E l’Italia, professor Artale?
Il Mediterraneo non ha certo le potenzialità  energetiche degli oceani o dei mari del Nord, ma ci sono zone ottime per provare a sfruttare le maree (che a differenza del vento hanno il pregio di essere regolari e energeticamente quantificabili), e le onde. Uno dei siti privilegiati è lo stretto di Messina, dove è già  installato un prototipo di turbina ad asse verticale chiamata Kobold (tecnologia italiana, simile alle pale eoliche ma piantato orizzontalmente nelle profondità  marine, ndr) ottimo per sfruttare le maree. Per avere un’idea delle potenzialità  basti pensare che per ottenere la stessa energia prodotta da una pala eolica di un diametro di dieci metri, nel mare ne occorre una di un metro. Altre zone promettenti sono le bocche di Bonifacio, il mare a sud della Sicilia, buona parte del Tirreno, il mar Ligure o lo stretto di Gibilterra, dove il governo spagnolo sta installando un prototipo italiano. Per trasformare invece l’energia delle onde, che nel Mediterraneo non è molto elevata, si usano dighe a cassoni chiamate Rewec3 (Reasonant wave energy converter) che potrebbero essere montate con grande profitto sotto le banchine dei porti, o serpentoni galleggianti che sfruttano il moto di oscillazione ondoso.
Quali sono in Italia gli attori principali del campo?
Noi dell’Enea stiamo mettendo a disposizione tutto il nostro know how, così come i ricercatori del Cnr. Poi ci sono università  molto attive come quella di Messina, di Reggio Calabria o di Napoli, ma è ampia anche l’esperienza degli atenei di Bologna, Padova, il Politecnico di Milano e Torino, e della società  Ponte di Archimede. Sono loro che hanno messo a punto il prototipo Kobold che – tra i tantissimi brevetti esistenti per la produzione di energia dal mare – sta ottenendo un buon successo all’estero, tanto che l’Indonesia lo sta sviluppando. Ma siccome siamo ancora agli albori di una nuova fonte tecnologica e visto che gli ingegneri nucleari ora hanno più tempo, si potrebbe intensificare la ricerca tecnologica sulle energie rinnovabili puntando a forme integrate di produzione, con piattaforme che sfruttano vento, sole e mare insieme. D’altra parte la Comunità  europea già  emette bandi espressamente sull’energia marina.
Quale impatto ambientale hanno questo tipo di tecnologie?
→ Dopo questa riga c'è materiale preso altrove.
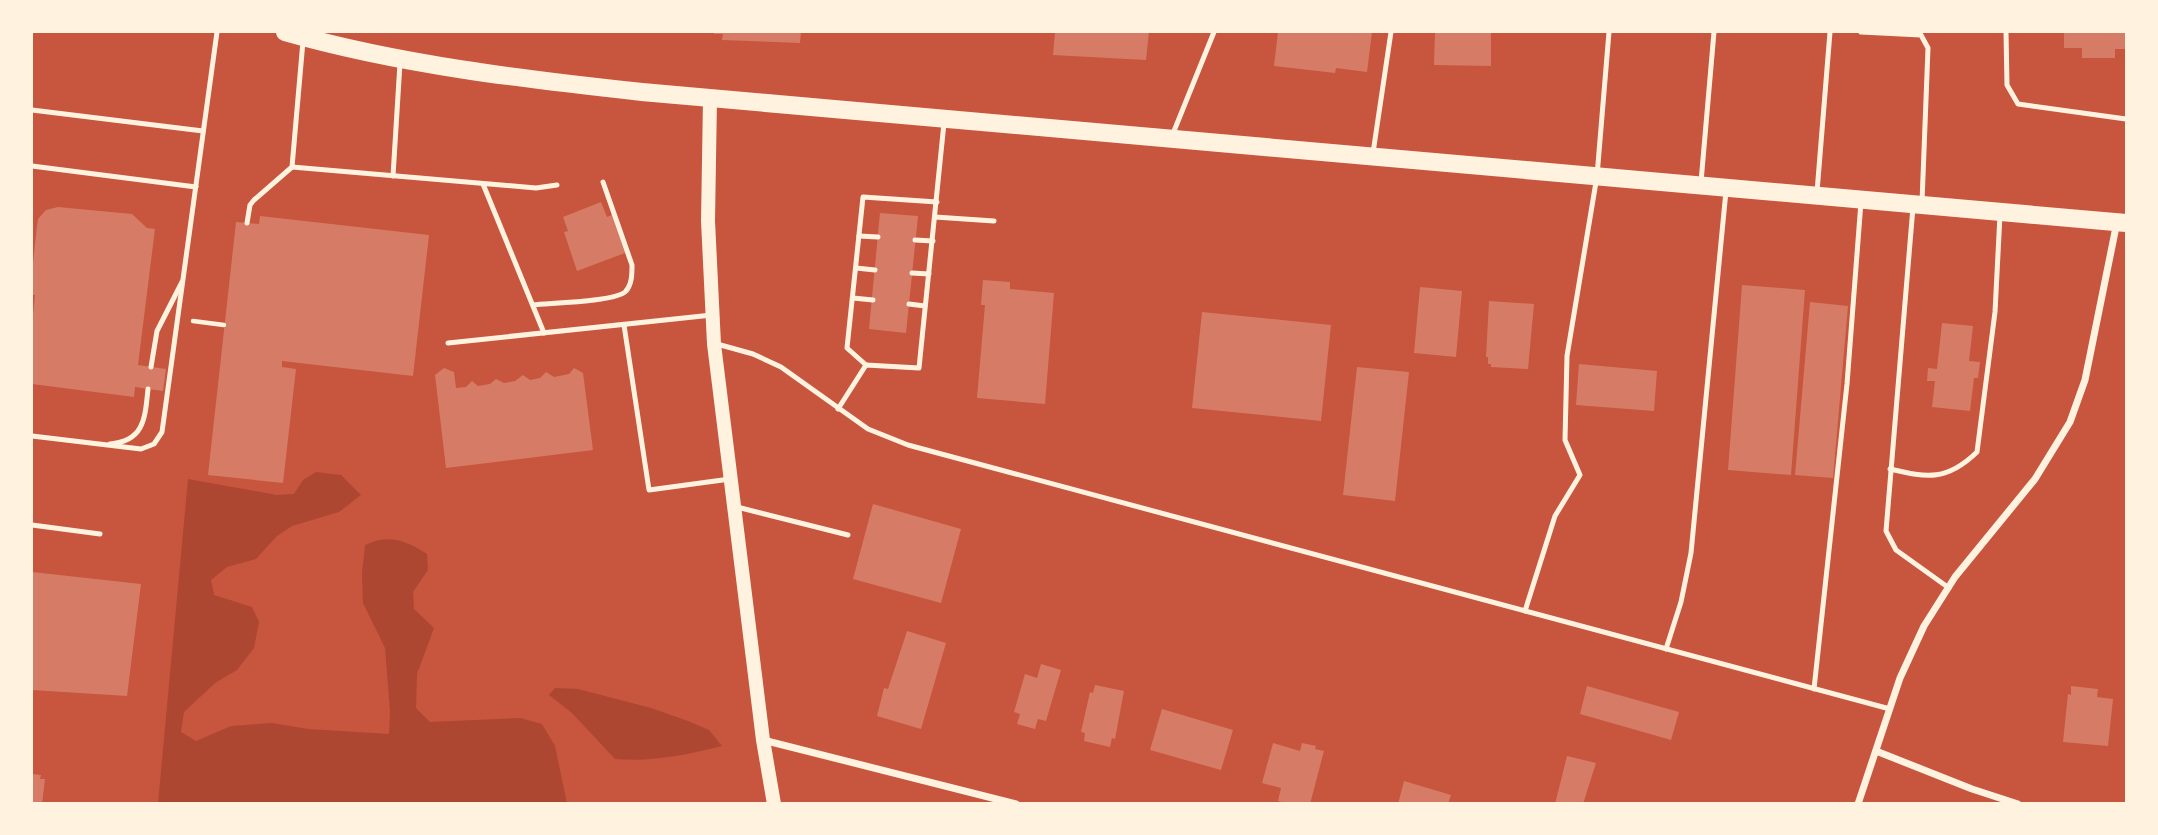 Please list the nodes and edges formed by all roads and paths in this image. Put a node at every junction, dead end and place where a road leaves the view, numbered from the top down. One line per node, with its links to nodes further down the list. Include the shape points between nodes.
1 (217, 32): 15 (lane)
2 (1214, 32): 16 (lane)
3 (1391, 32): 17 (lane)
4 (1609, 32): 21 (lane)
5 (1714, 32): 25 (lane)
6 (1830, 32): 28 (lane)
7 (1861, 32): 31 (lane, via 1921,35 1928,48)
8 (2007, 32): 14 (lane, via 2007,85 2018,104)
9 (294, 34): 10 (main road); 19 (lane)
10 (400, 57): 11 (main road, via 528,79); 20 (lane)
11 (710, 99): 13 (main road); 51 (main road)
12 (32, 110): 15 (lane)
13 (944, 120): 16 (main road); 30 (lane)
14 (2126, 120)
15 (203, 131): 26 (lane)
16 (1171, 139): 17 (main road)
17 (1372, 156): 21 (main road)
18 (32, 166): 26 (lane)
19 (292, 167): 20 (lane); 36 (lane, via 254,200)
20 (393, 176): 23 (lane)
21 (1597, 176): 25 (main road); 71 (lane, via 1567,356 1565,440 1580,475 1555,516)
22 (603, 182): 49 (lane, via 632,265 626,292 603,299)
23 (483, 184): 24 (lane); 49 (lane)
24 (557, 185)
25 (1700, 186): 27 (main road)
26 (196, 187): 45 (lane)
27 (1726, 188): 28 (main road); 72 (lane, via 1691,554)
28 (1816, 194): 29 (main road)
29 (1861, 199): 31 (main road); 73 (lane, via 1847,384)
30 (937, 202): 33 (lane); 37 (lane, via 863,198)
31 (1918, 204): 32 (main road); 64 (lane)
32 (2000, 212): 35 (main road); 64 (lane, via 1995,312 1977,452 1964,465 1944,474 1922,476)
33 (935, 217): 34 (lane); 40 (lane)
34 (994, 221)
35 (2122, 222): 70 (street, via 2085,380 2070,422 2035,479)
36 (247, 223)
37 (859, 236): 38 (lane); 41 (lane)
38 (878, 237)
39 (915, 240): 40 (lane)
40 (933, 241): 44 (lane)
41 (856, 268): 42 (lane); 46 (lane)
42 (876, 270)
43 (912, 273): 44 (lane)
44 (929, 274): 50 (lane)
45 (184, 278): 59 (lane, via 157,331); 63 (lane, via 159,438 141,449)
46 (852, 298): 47 (lane); 58 (lane, via 847,348)
47 (873, 300)
48 (909, 304): 50 (lane)
49 (533, 305): 55 (lane)
50 (925, 306): 58 (lane, via 919,368)
51 (712, 316): 54 (lane); 57 (main road)
52 (199, 321): 53 (path)
53 (224, 325)
54 (624, 325): 55 (lane); 65 (lane, via 649,490)
55 (544, 333): 56 (lane)
56 (448, 343)
57 (714, 344): 61 (lane, via 781,367); 65 (main road)
58 (866, 365): 61 (lane)
59 (151, 367)
60 (148, 389): 63 (lane, via 145,416 136,434 123,443)
61 (838, 409): 71 (lane, via 869,429 933,453)
62 (32, 436): 63 (lane)
63 (100, 445)
64 (1890, 469): 70 (lane, via 1886,531 1896,550)
65 (730, 479): 66 (main road)
66 (734, 506): 69 (lane); 75 (main road)
67 (32, 525): 68 (lane)
68 (100, 534)
69 (848, 535)
70 (1949, 588): 74 (street, via 1924,626)
71 (1525, 611): 72 (lane)
72 (1666, 649): 73 (lane)
73 (1814, 689): 74 (lane)
74 (1890, 709): 76 (street)
75 (763, 740): 77 (main road); 78 (street)
76 (1876, 751): 79 (street); 80 (street)
77 (774, 803)
78 (1016, 803)
79 (1858, 803)
80 (2018, 803) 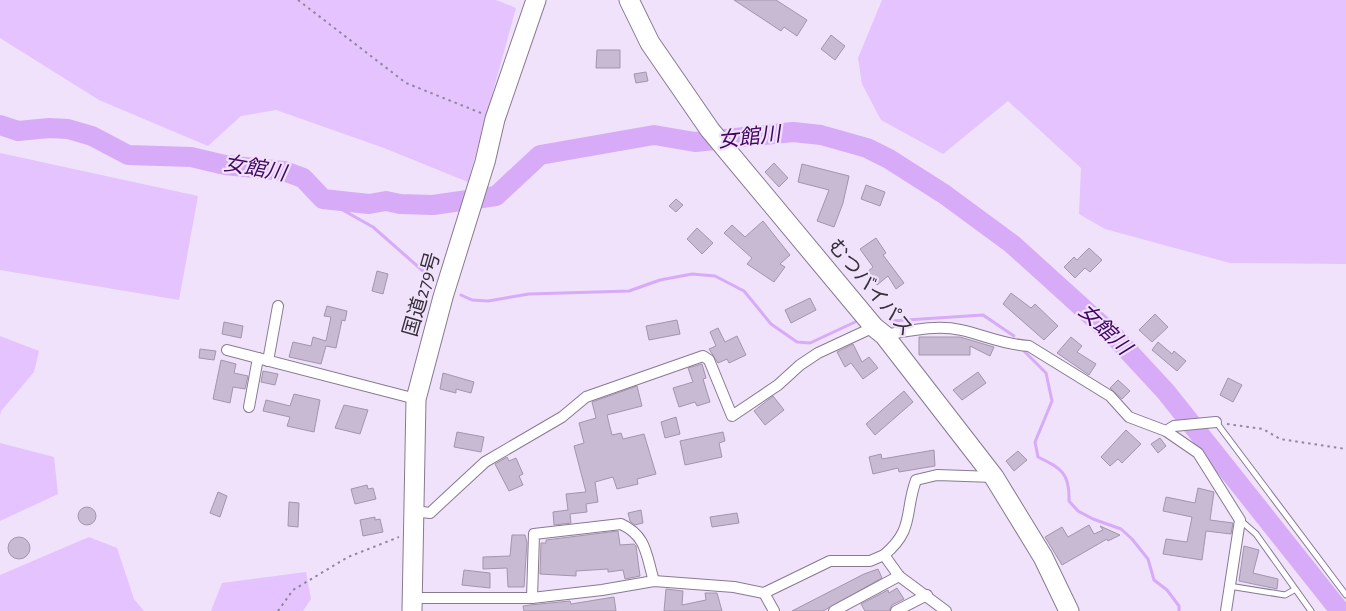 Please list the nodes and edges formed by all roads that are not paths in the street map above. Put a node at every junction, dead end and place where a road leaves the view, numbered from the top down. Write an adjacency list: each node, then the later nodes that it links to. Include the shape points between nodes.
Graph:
1 (536, 0): 7 (highway, 国道279号, via 495,119)
2 (629, 0): 4 (highway, むつバイパス, via 650,43 710,130)
3 (278, 306): 6 (street)
4 (879, 331): 10 (street, via 959,329 1013,345 1029,346 1110,396 1129,417); 11 (highway, むつバイパス); 12 (street, via 818,354 732,416 710,360 703,356 586,397 562,417 485,462 430,513)
5 (227, 350): 6 (street)
6 (263, 359): 7 (street); 8 (street)
7 (416, 399): 12 (highway, 国道279号)
8 (249, 407)
9 (1212, 422): 10 (street); 21 (lane)
10 (1170, 428): 13 (street, via 1198,452)
11 (994, 477): 14 (street, via 937,475 916,480 906,530); 28 (highway, むつバイパス, via 1043,556)
12 (414, 511): 23 (highway, 国道279号)
13 (1240, 520): 17 (street); 18 (lane, via 1256,534)
14 (884, 555): 15 (street); 19 (street, via 870,561 830,561)
15 (899, 576): 20 (street); 25 (street)
16 (654, 581): 19 (street, via 734,587); 22 (street); 22 (street, via 642,539 621,524 534,534)
17 (1229, 586): 18 (lane, via 1284,595); 29 (street)
18 (1294, 590): 30 (lane)
19 (764, 593): 24 (street)
20 (927, 595): 26 (street); 27 (street)
21 (1346, 595)
22 (532, 598): 23 (street)
23 (412, 605)
24 (774, 611)
25 (834, 611)
26 (896, 611)
27 (946, 611)
28 (1069, 611)
29 (1226, 611)
30 (1310, 611) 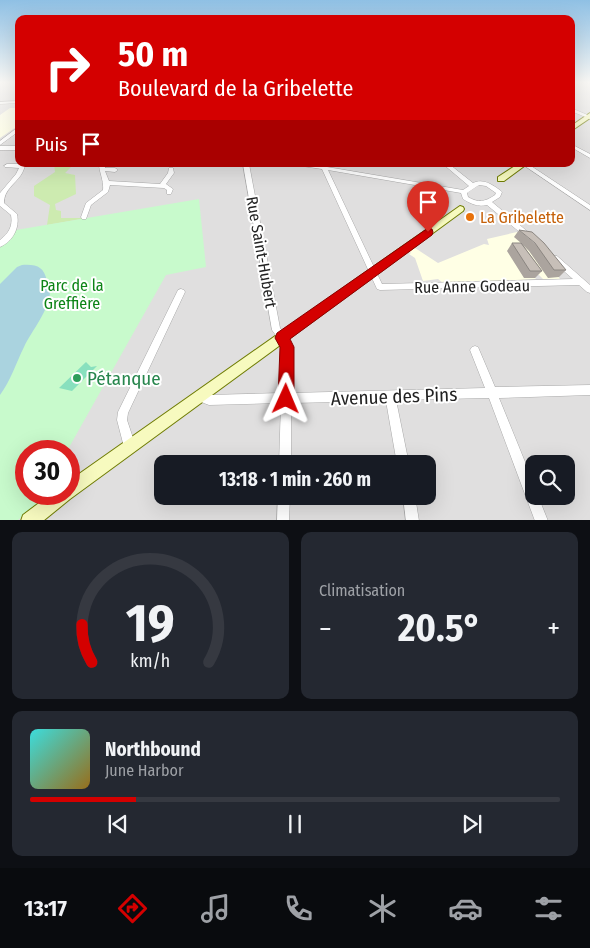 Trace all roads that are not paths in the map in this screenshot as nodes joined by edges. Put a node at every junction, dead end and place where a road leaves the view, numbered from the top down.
1 (575, 111) edge
2 (589, 117) edge
3 (575, 126) edge
4 (15, 132) edge
5 (11, 135) junction
6 (15, 135) edge
7 (0, 143) edge
8 (575, 147) edge
9 (0, 148) edge
10 (15, 148) edge
11 (590, 156) edge
12 (15, 165) edge
13 (7, 166) dead end
14 (21, 167) edge
15 (101, 167) edge
16 (105, 167) edge
17 (247, 167) edge
18 (324, 167) edge
19 (329, 167) edge
20 (450, 167) edge
21 (519, 167) edge
22 (528, 167) edge
23 (171, 168) dead end
24 (116, 170) dead end
25 (501, 179) joint
26 (108, 183) junction
27 (162, 186) junction
28 (473, 186) junction
29 (491, 187) junction
30 (464, 192) junction
31 (169, 194) dead end
32 (470, 201) junction
33 (0, 202) edge
34 (489, 203) junction
35 (590, 208) edge
36 (460, 209) joint
37 (84, 217) dead end
38 (0, 244) edge
39 (538, 244) edge
40 (546, 250) edge
41 (373, 272) junction
42 (582, 282) junction
43 (590, 290) edge
44 (181, 292) dead end
45 (282, 338) junction
46 (475, 350) dead end
47 (590, 390) edge
48 (492, 394) junction
49 (200, 396) junction
50 (390, 396) junction
51 (286, 399) junction
52 (130, 447) junction
53 (285, 455) edge
54 (401, 455) edge
55 (80, 483) edge
56 (49, 505) edge
57 (284, 505) edge
58 (410, 505) edge
59 (29, 520) edge
60 (283, 520) edge
61 (413, 520) edge
62 (542, 520) edge

1 - 2 street
2 - 3 main road
4 - 5 street
5 - 6 street
5 - 7 street
8 - 11 street
9 - 10 street
12 - 13 street
14 - 33 street
15 - 26 street
16 - 24 street
17 - 45 street, Rue Saint-Hubert
18 - 41 street
19 - 30 street
20 - 28 street
21 - 25 main road
22 - 35 street
23 - 27 street
25 - 29 street
26 - 27 street
26 - 37 street
27 - 31 street
28 - 29 street
28 - 30 street
29 - 34 street
30 - 32 street
32 - 34 street
32 - 36 street
33 - 38 street
34 - 39 street
36 - 41 main road
40 - 42 street
41 - 42 street, Rue Anne Godeau
41 - 45 main road
42 - 43 street
44 - 52 street
45 - 49 main road
45 - 51 street, Rue Saint-Hubert
46 - 48 street
47 - 48 street, Avenue des Pins
48 - 50 street, Avenue des Pins
48 - 62 street
49 - 51 street, Avenue des Pins
49 - 52 main road
50 - 51 street, Avenue des Pins
50 - 54 street
51 - 53 street, Rue Saint-Hubert
52 - 55 main road
56 - 59 main road
57 - 60 street
58 - 61 street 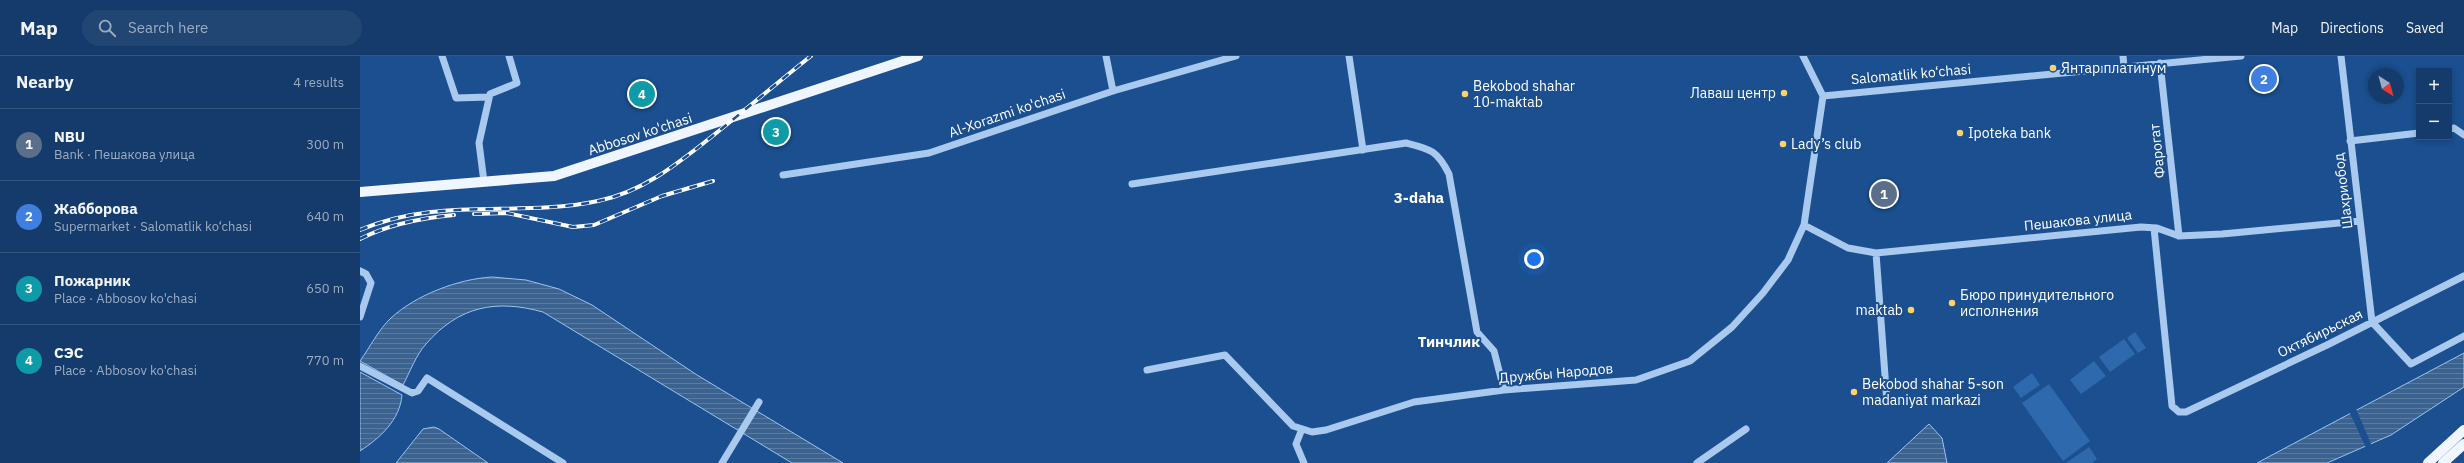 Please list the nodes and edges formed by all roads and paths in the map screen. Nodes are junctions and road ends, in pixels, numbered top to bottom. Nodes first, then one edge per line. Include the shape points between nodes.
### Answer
1 (442, 56) edge
2 (509, 56) edge
3 (918, 56) edge
4 (1106, 56) edge
5 (1236, 56) edge
6 (1349, 56) edge
7 (1803, 56) edge
8 (2123, 56) edge
9 (2241, 56) edge
10 (2342, 56) edge
11 (2160, 63) junction
12 (2124, 67) junction
13 (1113, 91) junction
14 (1823, 96) junction
15 (489, 97) junction
16 (2452, 128) edge
17 (2416, 133) edge
18 (2464, 135) edge
19 (2350, 141) junction
20 (1363, 150) junction
21 (783, 175) dead end
22 (484, 182) junction
23 (1132, 184) dead end
24 (360, 192) edge
25 (2360, 221) junction
26 (1804, 225) junction
27 (2154, 228) junction
28 (2179, 236) junction
29 (1876, 254) junction
30 (360, 271) edge
31 (2464, 276) edge
32 (360, 317) edge
33 (2372, 322) junction
34 (2464, 336) edge
35 (360, 366) edge
36 (1147, 370) dead end
37 (1504, 390) junction
38 (759, 402) dead end
39 (1887, 403) dead end
40 (1302, 429) junction
41 (1746, 429) dead end
42 (2464, 430) edge
43 (2464, 444) edge
44 (563, 463) edge
45 (722, 463) edge
46 (1304, 463) edge
47 (1697, 463) edge
48 (2428, 463) edge
49 (2443, 463) edge

1 - 15 street via 456,98
2 - 15 street via 517,83 490,94
3 - 22 main road, Abbosov ko'chasi via 554,176
4 - 13 street
5 - 13 street, Al-Xorazmi ko'chasi
6 - 20 street
7 - 14 street
8 - 12 street
9 - 11 street, Salomatlik ko‘chasi
10 - 19 street, Шахриобод
11 - 12 street, Salomatlik ko‘chasi
11 - 28 street, Фарогат
12 - 14 street, Salomatlik ko‘chasi
13 - 21 street, Al-Xorazmi ko'chasi via 929,153
14 - 26 street, Дружбы Народов
15 - 22 street via 479,143
16 - 18 street
17 - 19 street
19 - 25 street, Шахриобод
20 - 23 street
20 - 37 street via 1406,143 1432,150 1442,159 1449,174 1477,332 1494,351
22 - 24 main road, Abbosov ko'chasi
25 - 28 street, Пешакова улица
25 - 33 street, Шахриобод
26 - 29 street, Пешакова улица via 1848,248
26 - 37 street, Дружбы Народов via 1788,260 1763,293 1732,327 1690,361 1636,380
27 - 28 street, Пешакова улица
27 - 29 street, Пешакова улица
27 - 33 street, Октябирьская via 2172,406 2179,412 2186,412
29 - 39 street
30 - 32 street via 366,274 371,283
31 - 33 street, Октябирьская
33 - 34 street via 2411,364
35 - 44 street via 412,393 418,391 427,378
36 - 40 street, Дружбы Народов via 1225,355 1293,426
37 - 40 street, Дружбы Народов via 1414,402 1326,430 1312,432
38 - 45 street
40 - 46 street via 1296,444
41 - 47 street
42 - 48 main road
43 - 49 main road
Vanno valutati attentamente i siti prescelti, come per l’eolico e il fotovoltaico. Ovviamente non si può impiantare una turbina a ridosso delle spiagge. Sulla fauna, invece, questo tipo di tecnologia ha un impatto bassissimo, molto più risolvibile rispetto all’eolico, per esempio. Addirittura le dighe a cassoni sono luoghi dove i pesci si aggregano. Ma siccome su questo campo di ricerca non ci sono investimenti paragonabili né all’eolico né al fotovoltaico, in Italia siamo ancora a livello direi quasi artigianale, di piccole società . Non è così nel mondo e nemmeno in Europa.